A letter to my colleagues who give A minuses.


Dear Colleagues,

Grading season is just around the corner and some of us are about to do something, well, how can I say it… dumb.   Dumber than telling colleagues that they’re doing something dumb.

We will all average our student’s grades and then we (some of us, anyway), will assign a few of our students the grade A-.

I have tried to figure out some diplomatic way of saying this so someone doesn’t think I’m saying that THEY are dumb, because I would never say that (publicly), but the grade is dumb and if we think we are qualified to evaluate the academic and intellectual performance of our students, but insist on assigning them grade designations that are completely illogical, well then….

People, an A- is dumb because it’s a nonsensical fiction.  It doesn’t exist. It can’t.  And just because we can submit them on the report cards these days (at lesser schools) doesn’t mean they are real things.   I could draw a picture of a unicorn, but that doesn’t mean they exist.  Allow me to explain.

It IS possible to make up some kind of rationale for +s and -s (below A), as a way of giving the scale a little more subtlety.*  Take, for instance, the letter grade B.  The student who does a good job in a class is supposed to be awarded the grade B, because that’s what B means — good.   So if a student does a REALLY good job, they can get a B+.  I get that.  And if they do a pretty good job — they can get a B-. Likewise, the grade C means average, and so I’m willing to concede that there is such a thing as high average or low average.**

But we can’t extend this logic to the letter grade, A.  The grade A means “excellent,” or “superior.”  But so then what in the Sam Hill*** is an A- supposed to mean?  Superior minus?  Is it possible to be kind of superior?  Can anything be “excellent, sort of?” Of course not.   Superior means (by definition) the top.  So I don’t really care how you define the top in your classes (90%, 96%, whatever), but if a student has worked hard all semester and actually earned enough points to be in that top category, they are just in it — they are excellent.  If the work they have done isn’t excellent  but is only nearly excellent, then they get a B+, because that’s what B+ means — it means nearly excellent.

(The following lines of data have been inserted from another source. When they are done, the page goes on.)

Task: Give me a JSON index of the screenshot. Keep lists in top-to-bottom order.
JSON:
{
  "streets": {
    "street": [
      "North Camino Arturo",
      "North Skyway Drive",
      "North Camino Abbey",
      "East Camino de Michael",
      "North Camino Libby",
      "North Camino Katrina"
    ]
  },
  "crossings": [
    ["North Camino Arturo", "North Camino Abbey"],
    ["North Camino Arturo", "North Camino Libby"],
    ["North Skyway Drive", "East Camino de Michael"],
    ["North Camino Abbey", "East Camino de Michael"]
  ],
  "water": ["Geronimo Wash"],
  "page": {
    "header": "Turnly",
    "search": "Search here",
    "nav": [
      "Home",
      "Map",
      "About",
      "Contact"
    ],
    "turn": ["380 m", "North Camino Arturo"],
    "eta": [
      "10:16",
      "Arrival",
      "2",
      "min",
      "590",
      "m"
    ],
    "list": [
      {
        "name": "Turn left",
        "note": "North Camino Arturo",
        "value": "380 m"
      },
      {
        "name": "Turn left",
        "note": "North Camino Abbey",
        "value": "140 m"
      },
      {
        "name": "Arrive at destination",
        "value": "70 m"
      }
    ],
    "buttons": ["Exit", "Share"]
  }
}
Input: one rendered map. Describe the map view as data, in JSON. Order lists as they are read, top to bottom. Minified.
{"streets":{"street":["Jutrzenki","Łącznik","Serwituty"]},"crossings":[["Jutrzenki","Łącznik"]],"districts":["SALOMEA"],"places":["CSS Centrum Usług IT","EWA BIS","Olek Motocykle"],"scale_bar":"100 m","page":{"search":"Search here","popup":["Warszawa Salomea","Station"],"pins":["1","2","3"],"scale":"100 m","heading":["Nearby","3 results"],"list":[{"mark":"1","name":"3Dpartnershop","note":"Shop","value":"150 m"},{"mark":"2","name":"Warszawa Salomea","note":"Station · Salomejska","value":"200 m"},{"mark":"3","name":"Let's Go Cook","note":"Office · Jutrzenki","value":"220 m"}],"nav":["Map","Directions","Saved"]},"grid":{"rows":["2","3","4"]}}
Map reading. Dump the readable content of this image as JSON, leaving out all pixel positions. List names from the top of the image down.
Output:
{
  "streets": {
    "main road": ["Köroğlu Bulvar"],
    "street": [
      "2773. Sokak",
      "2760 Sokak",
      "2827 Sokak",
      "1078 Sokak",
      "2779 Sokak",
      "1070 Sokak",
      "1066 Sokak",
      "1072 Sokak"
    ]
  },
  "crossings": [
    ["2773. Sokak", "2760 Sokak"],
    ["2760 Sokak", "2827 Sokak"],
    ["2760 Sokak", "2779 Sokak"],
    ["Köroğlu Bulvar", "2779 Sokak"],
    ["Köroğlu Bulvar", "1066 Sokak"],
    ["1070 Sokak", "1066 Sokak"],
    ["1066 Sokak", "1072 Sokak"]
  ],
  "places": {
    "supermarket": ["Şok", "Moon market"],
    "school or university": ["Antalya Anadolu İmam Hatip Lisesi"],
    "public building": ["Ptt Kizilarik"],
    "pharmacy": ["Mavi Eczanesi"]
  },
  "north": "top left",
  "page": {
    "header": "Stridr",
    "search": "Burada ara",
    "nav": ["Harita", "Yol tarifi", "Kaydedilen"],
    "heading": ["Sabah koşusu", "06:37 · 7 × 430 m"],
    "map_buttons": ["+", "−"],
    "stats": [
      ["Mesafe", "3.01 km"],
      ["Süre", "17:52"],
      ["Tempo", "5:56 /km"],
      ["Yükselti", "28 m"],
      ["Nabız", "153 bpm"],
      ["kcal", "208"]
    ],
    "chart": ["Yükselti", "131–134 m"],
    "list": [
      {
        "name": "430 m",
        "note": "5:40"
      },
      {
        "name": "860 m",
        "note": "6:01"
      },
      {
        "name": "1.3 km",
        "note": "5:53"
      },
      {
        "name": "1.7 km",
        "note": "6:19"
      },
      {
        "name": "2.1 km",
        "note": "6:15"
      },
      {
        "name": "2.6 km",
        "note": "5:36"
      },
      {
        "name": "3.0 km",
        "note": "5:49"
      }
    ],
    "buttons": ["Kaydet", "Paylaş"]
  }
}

Still not convinced?  OK, an A- is about as meaningful as an F+.  What would an F+  mean?   F means failure. Again, define failure however you want numerically, but if you are in that lowest percentile you just fail.  You can’t fail well, and you can’t fail poorly.  “Mom!  I know it’s an F, but it was a really high F.  I had the highest F in the class!  I was just one point away from a D –.  I earned every F point possible!  You should be proud of me.”  Of course, no student would ever say such a thing because even students who get Fs know there is only one level of failure. It’s not a matter of degree.  If  Morris Snively fails Chemistry for Citizens with a 42%,  he can’t go around acting superior to Fred Schnieber, who failed it with 34%.  They are both failures (well, at least as far as chemistry class is concerned).

An A- is completely nonsensical.  Giving them is dumb.

A-s are also mean!  Petty and mean.  Look , students (some students, of course) want to make an A in our classes.   Now it’s true that some of the students make it there easily and some make it by the skin of their teeth — sweating great drops of blood — but they both make it. It’s akin to mountain climbing.  Some people bound effortlessly up and some spend every ounce of their being in the struggle and just barely make it — but they reach the top just the same and both get to enjoy the view.  But what do we do to our students who achieve with this greatest effort?  We smirk at them and saddle them with an oblique insult — a left-handed compliment.  We’re like some kind of grouchy Sherpa who sarcastically smirks to 73 year old Tamae Watanabe  of Japan (the oldest woman to reach the top of  Mt. Everest), “Do you think you could go a little slower next time, Sir Edmund?  I hope you don’t really call that a summit — maybe a summit minus.” No, if the climber manages to pull herself over that last ridge, even if she collapses at the top and start babbling incoherently because of hypoxia, she made it and everyone rejoices!  Our students have earned the status “superior,” but we insult them by saying, “But not a very high superior.”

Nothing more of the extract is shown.